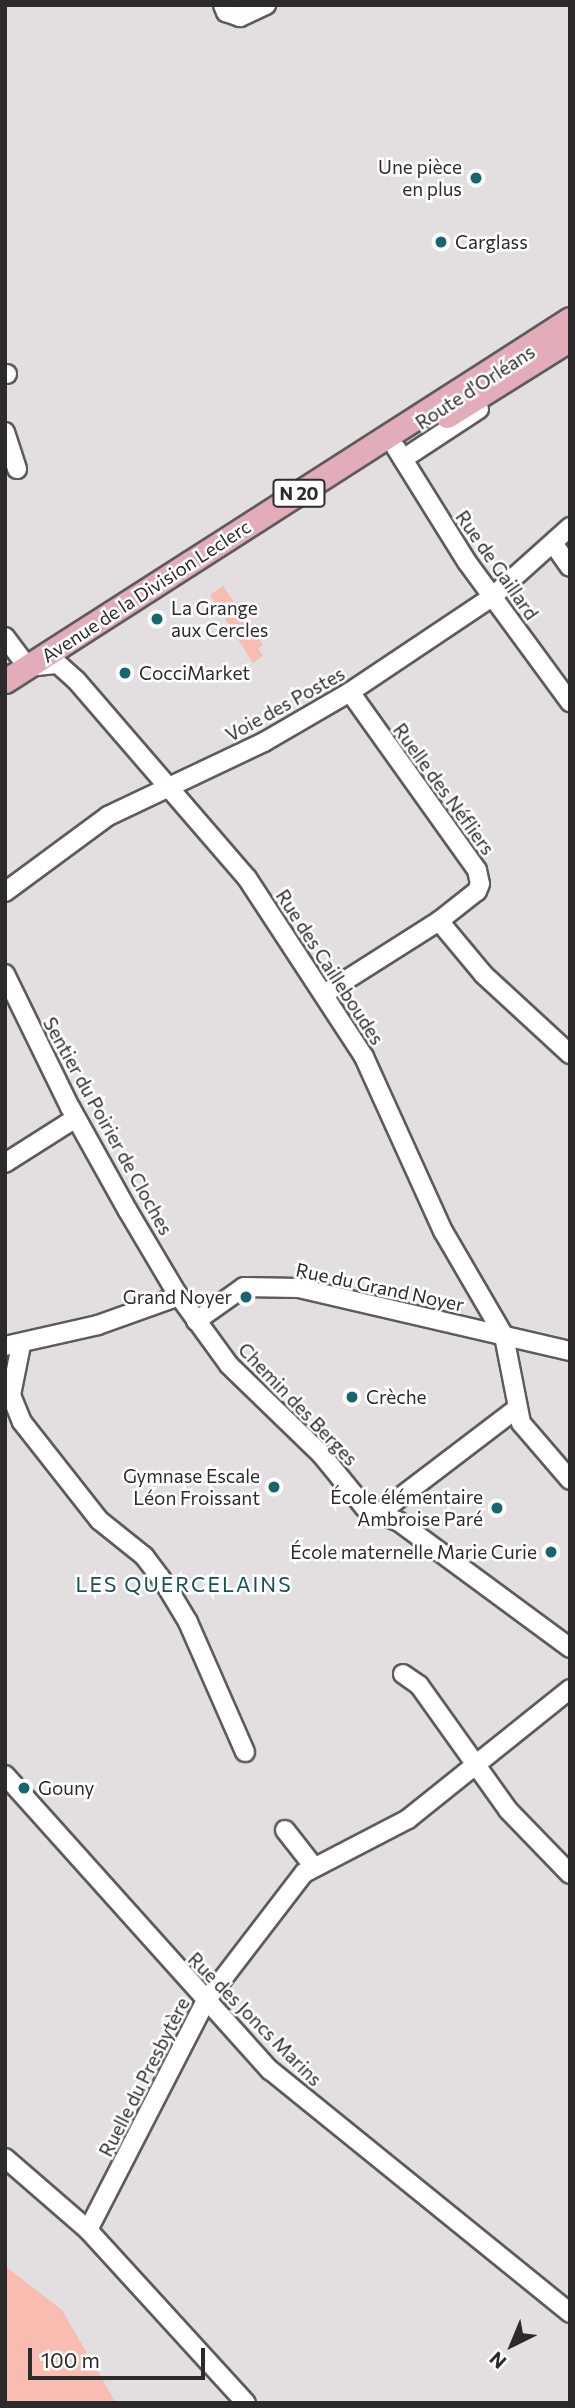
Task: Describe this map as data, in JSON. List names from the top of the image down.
{
  "streets": {
    "main road": ["N 20", "Avenue de la Division Leclerc"],
    "street": [
      "Route d'Orléans",
      "Rue de Gaillard",
      "Voie des Postes",
      "Ruelle des Néfliers",
      "Rue des Cailleboudes",
      "Sentier du Poirier de Cloches",
      "Rue du Grand Noyer",
      "Chemin des Berges",
      "Rue des Joncs Marins",
      "Ruelle du Presbytère"
    ]
  },
  "crossings": [
    ["Route d'Orléans", "Rue de Gaillard"],
    ["Route d'Orléans", "Avenue de la Division Leclerc"],
    ["Rue de Gaillard", "Avenue de la Division Leclerc"],
    ["Rue de Gaillard", "Voie des Postes"],
    ["Avenue de la Division Leclerc", "Rue des Cailleboudes"],
    ["Voie des Postes", "Ruelle des Néfliers"],
    ["Voie des Postes", "Rue des Cailleboudes"],
    ["Rue des Cailleboudes", "Rue du Grand Noyer"],
    ["Sentier du Poirier de Cloches", "Chemin des Berges"],
    ["Rue du Grand Noyer", "Chemin des Berges"],
    ["Rue des Joncs Marins", "Ruelle du Presbytère"]
  ],
  "districts": ["LES QUERCELAINS"],
  "places": [
    "Une pièce en plus",
    "Carglass",
    "La Grange aux Cercles",
    "CocciMarket",
    "Grand Noyer",
    "Crèche",
    "Gymnase Escale Léon Froissant",
    "École élémentaire Ambroise Paré",
    "École maternelle Marie Curie",
    "Gouny"
  ],
  "scale_bar": "100 m",
  "north": "bottom left"
}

■ **Required work**:
Copy all lines above where "Cailleboudes" is present.

■ **Answer to the exercise**:
      "Rue des Cailleboudes",
    ["Avenue de la Division Leclerc", "Rue des Cailleboudes"],
    ["Voie des Postes", "Rue des Cailleboudes"],
    ["Rue des Cailleboudes", "Rue du Grand Noyer"],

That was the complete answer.